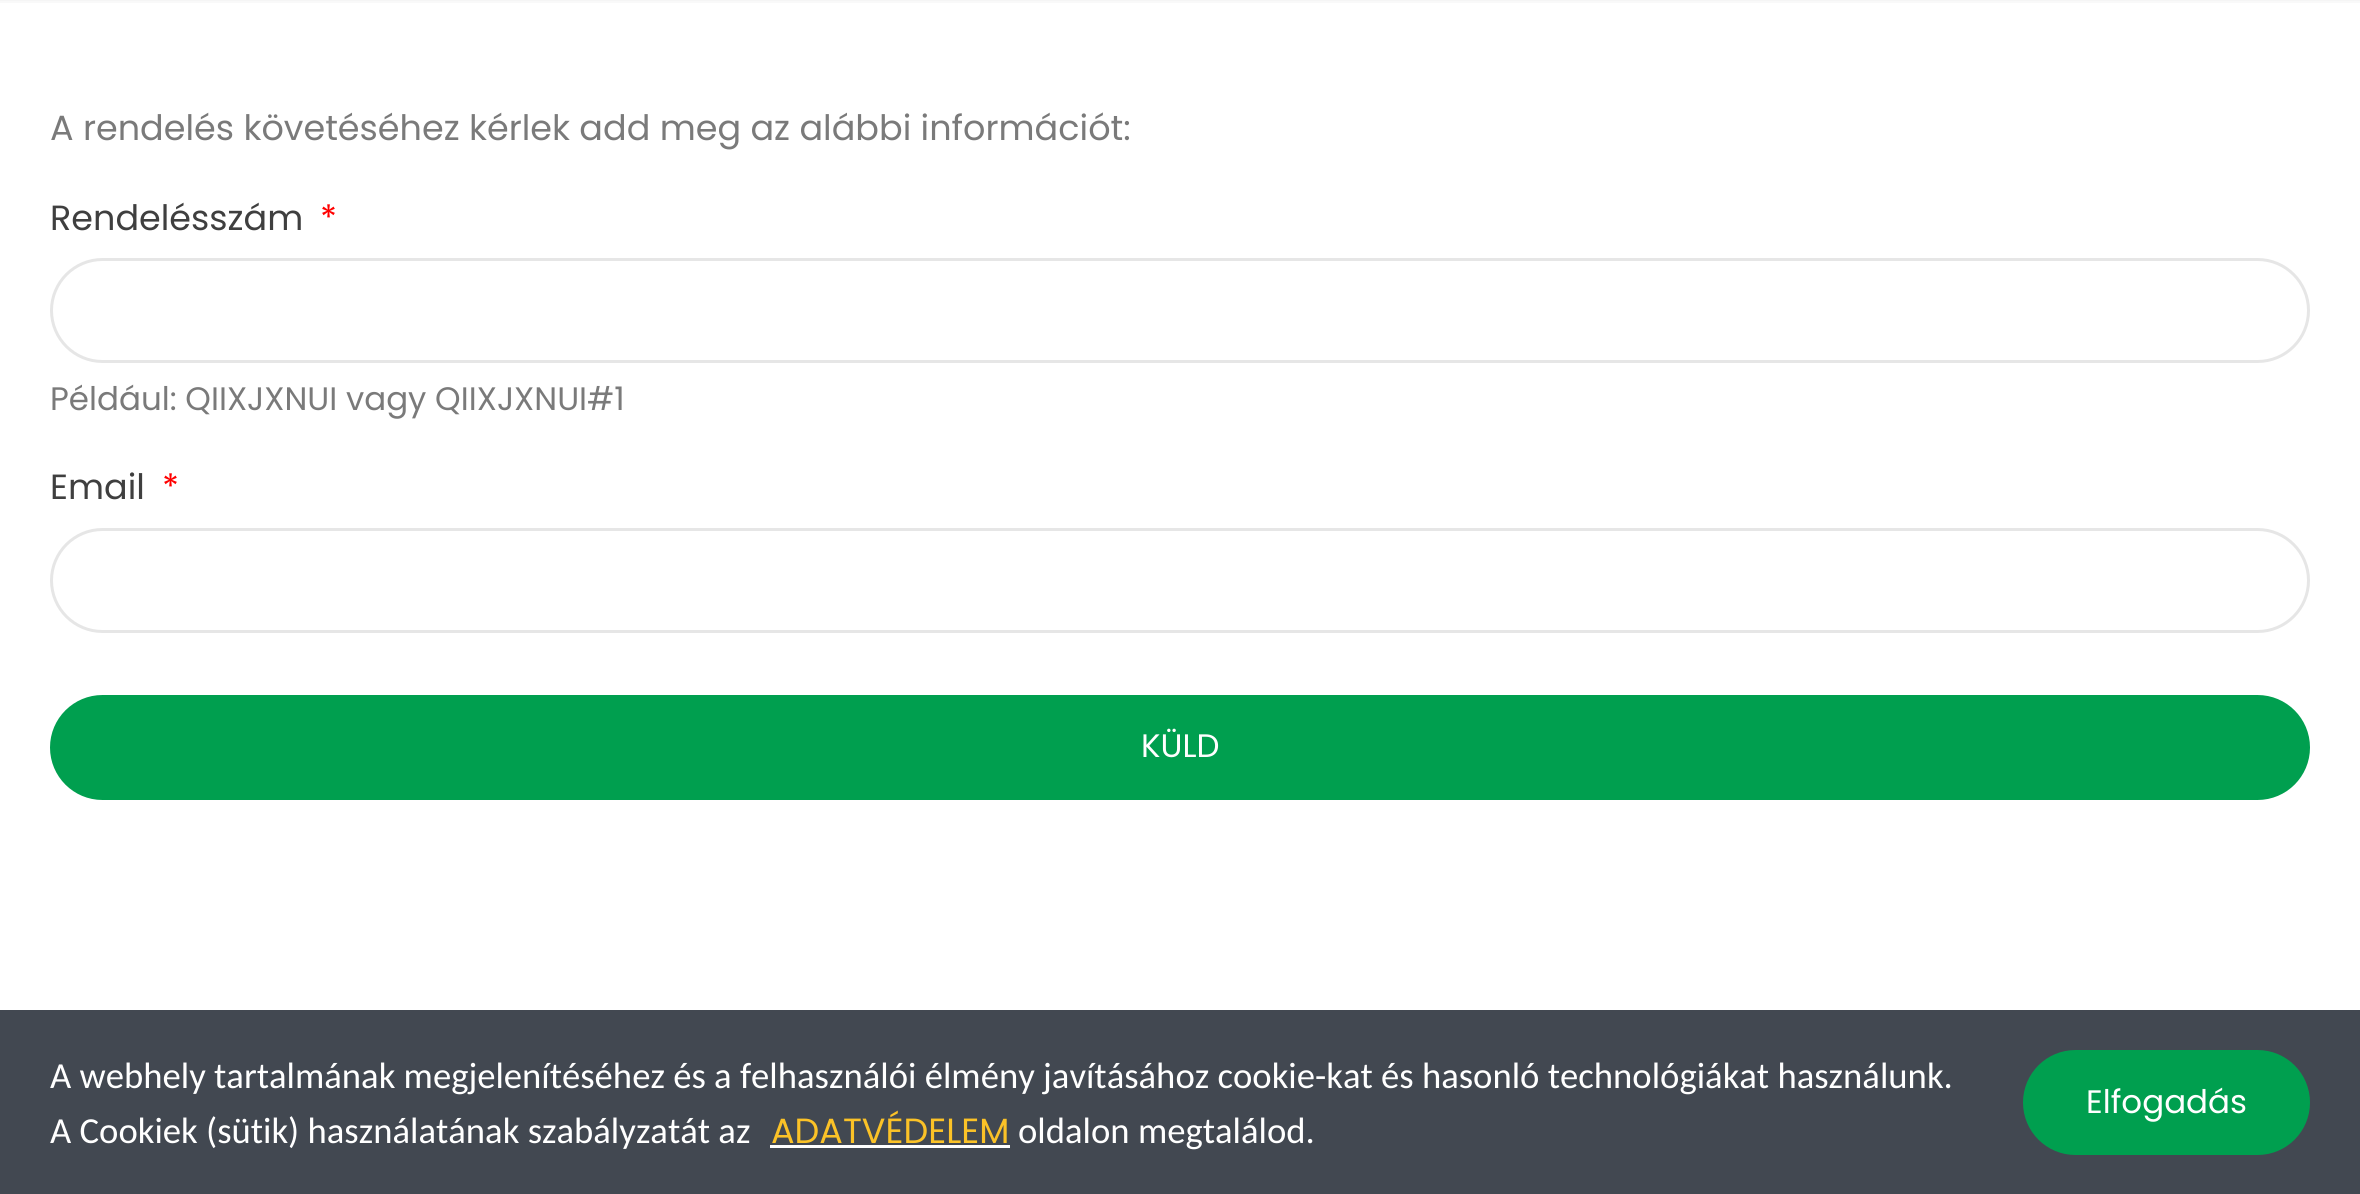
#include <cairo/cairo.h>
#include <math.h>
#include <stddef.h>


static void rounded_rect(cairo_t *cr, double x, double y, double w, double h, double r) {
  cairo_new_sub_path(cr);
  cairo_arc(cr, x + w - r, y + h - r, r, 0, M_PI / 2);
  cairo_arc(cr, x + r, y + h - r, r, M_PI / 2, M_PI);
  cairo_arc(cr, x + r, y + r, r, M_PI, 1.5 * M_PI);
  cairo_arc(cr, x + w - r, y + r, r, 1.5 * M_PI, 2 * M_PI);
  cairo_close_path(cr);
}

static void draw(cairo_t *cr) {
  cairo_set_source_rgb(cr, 1, 1, 1);
  cairo_paint(cr);
  cairo_set_source_rgb(cr, 245 / 255.0, 245 / 255.0, 245 / 255.0);
  cairo_rectangle(cr, 0, 0, 2360, 1);
  cairo_fill(cr);
  cairo_set_source_rgb(cr, 249 / 255.0, 249 / 255.0, 249 / 255.0);
  cairo_rectangle(cr, 0, 1, 2360, 2);
  cairo_fill(cr);
  rounded_rect(cr, 51.5, 259.5, 2257, 102, 51);
  cairo_set_source_rgb(cr, 230 / 255.0, 230 / 255.0, 230 / 255.0);
  cairo_set_line_width(cr, 3);
  cairo_stroke(cr);
  rounded_rect(cr, 51.5, 529.5, 2257, 102, 51);
  cairo_stroke(cr);
  cairo_set_source_rgb(cr, 0, 159 / 255.0, 79 / 255.0);
  rounded_rect(cr, 51.5, 696.5, 2257, 102, 51);
  cairo_fill_preserve(cr);
  cairo_stroke(cr);
  cairo_set_source_rgb(cr, 66 / 255.0, 72 / 255.0, 81 / 255.0);
  cairo_rectangle(cr, 0, 1010, 2360, 184);
  cairo_fill(cr);
  cairo_set_source_rgb(cr, 1, 1, 1);
  cairo_rectangle(cr, 770, 1145, 240, 3);
  cairo_fill(cr);
  cairo_set_source_rgb(cr, 0, 159 / 255.0, 79 / 255.0);
  rounded_rect(cr, 2023, 1050, 287, 105, 52.5);
  cairo_fill(cr);
  cairo_select_font_face(cr, "Poppins", CAIRO_FONT_SLANT_NORMAL, CAIRO_FONT_WEIGHT_NORMAL);
  cairo_set_font_size(cr, 35);
  cairo_set_source_rgb(cr, 122 / 255.0, 122 / 255.0, 122 / 255.0);
  cairo_move_to(cr, 50, 140);
  cairo_show_text(cr, "A rendelés követéséhez kérlek add meg az alábbi információt:");
  cairo_set_source_rgb(cr, 63 / 255.0, 63 / 255.0, 63 / 255.0);
  cairo_move_to(cr, 50, 230);
  cairo_show_text(cr, "Rendelésszám");
  cairo_set_source_rgb(cr, 1, 0, 0);
  cairo_move_to(cr, 320, 230);
  cairo_show_text(cr, "*");
  cairo_set_font_size(cr, 32.5);
  cairo_set_source_rgb(cr, 122 / 255.0, 122 / 255.0, 122 / 255.0);
  cairo_move_to(cr, 50, 410);
  cairo_show_text(cr, "Például: QIIXJXNUI vagy QIIXJXNUI#1");
  cairo_set_font_size(cr, 35);
  cairo_set_source_rgb(cr, 63 / 255.0, 63 / 255.0, 63 / 255.0);
  cairo_move_to(cr, 50, 499);
  cairo_show_text(cr, "Email");
  cairo_set_source_rgb(cr, 1, 0, 0);
  cairo_move_to(cr, 162, 499);
  cairo_show_text(cr, "*");
  cairo_set_font_size(cr, 32.5);
  cairo_set_source_rgb(cr, 1, 1, 1);
  cairo_move_to(cr, 1141, 757);
  cairo_show_text(cr, "KÜLD");
  cairo_select_font_face(cr, "Carlito", CAIRO_FONT_SLANT_NORMAL, CAIRO_FONT_WEIGHT_NORMAL);
  cairo_set_font_size(cr, 36.67);
  cairo_move_to(cr, 50, 1088);
  cairo_show_text(cr, "A webhely tartalmának megjelenítéséhez és a felhasználói élmény javításához cookie-kat és hasonló technológiákat használunk.");
  cairo_move_to(cr, 50, 1143);
  cairo_show_text(cr, "A Cookiek (sütik) használatának szabályzatát az");
  cairo_select_font_face(cr, "Poppins", CAIRO_FONT_SLANT_NORMAL, CAIRO_FONT_WEIGHT_NORMAL);
  cairo_set_font_size(cr, 35);
  cairo_set_source_rgb(cr, 251 / 255.0, 194 / 255.0, 39 / 255.0);
  cairo_move_to(cr, 771, 1143);
  cairo_show_text(cr, "ADATVÉDELEM");
  cairo_select_font_face(cr, "Carlito", CAIRO_FONT_SLANT_NORMAL, CAIRO_FONT_WEIGHT_NORMAL);
  cairo_set_font_size(cr, 36.67);
  cairo_set_source_rgb(cr, 1, 1, 1);
  cairo_move_to(cr, 1018, 1143);
  cairo_show_text(cr, "oldalon megtalálod.");
  cairo_select_font_face(cr, "Poppins", CAIRO_FONT_SLANT_NORMAL, CAIRO_FONT_WEIGHT_NORMAL);
  cairo_set_font_size(cr, 32.5);
  cairo_move_to(cr, 2086, 1113);
  cairo_show_text(cr, "Elfogadás");
}

int main(void) {
  cairo_surface_t *surface = cairo_image_surface_create(CAIRO_FORMAT_RGB24, 2360, 1194);
  cairo_t *cr = cairo_create(surface);
  cairo_font_options_t *options = cairo_font_options_create();
  cairo_font_options_set_hint_metrics(options, CAIRO_HINT_METRICS_OFF);
  cairo_font_options_set_hint_style(options, CAIRO_HINT_STYLE_NONE);
  cairo_set_font_options(cr, options);
  cairo_set_miter_limit(cr, 4);
  draw(cr);
  cairo_surface_write_to_png(surface, "out.png");
  cairo_font_options_destroy(options);
  cairo_destroy(cr);
  cairo_surface_destroy(surface);
  return 0;
}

————

TASK BRIEF: What you return should be exactly the lines above, starting at the one with "#include <stddef.h>" and ending at the one with "static void draw(cairo_t", and nothing else.

TASK RESPONSE:
#include <stddef.h>


static void rounded_rect(cairo_t *cr, double x, double y, double w, double h, double r) {
  cairo_new_sub_path(cr);
  cairo_arc(cr, x + w - r, y + h - r, r, 0, M_PI / 2);
  cairo_arc(cr, x + r, y + h - r, r, M_PI / 2, M_PI);
  cairo_arc(cr, x + r, y + r, r, M_PI, 1.5 * M_PI);
  cairo_arc(cr, x + w - r, y + r, r, 1.5 * M_PI, 2 * M_PI);
  cairo_close_path(cr);
}

static void draw(cairo_t *cr) {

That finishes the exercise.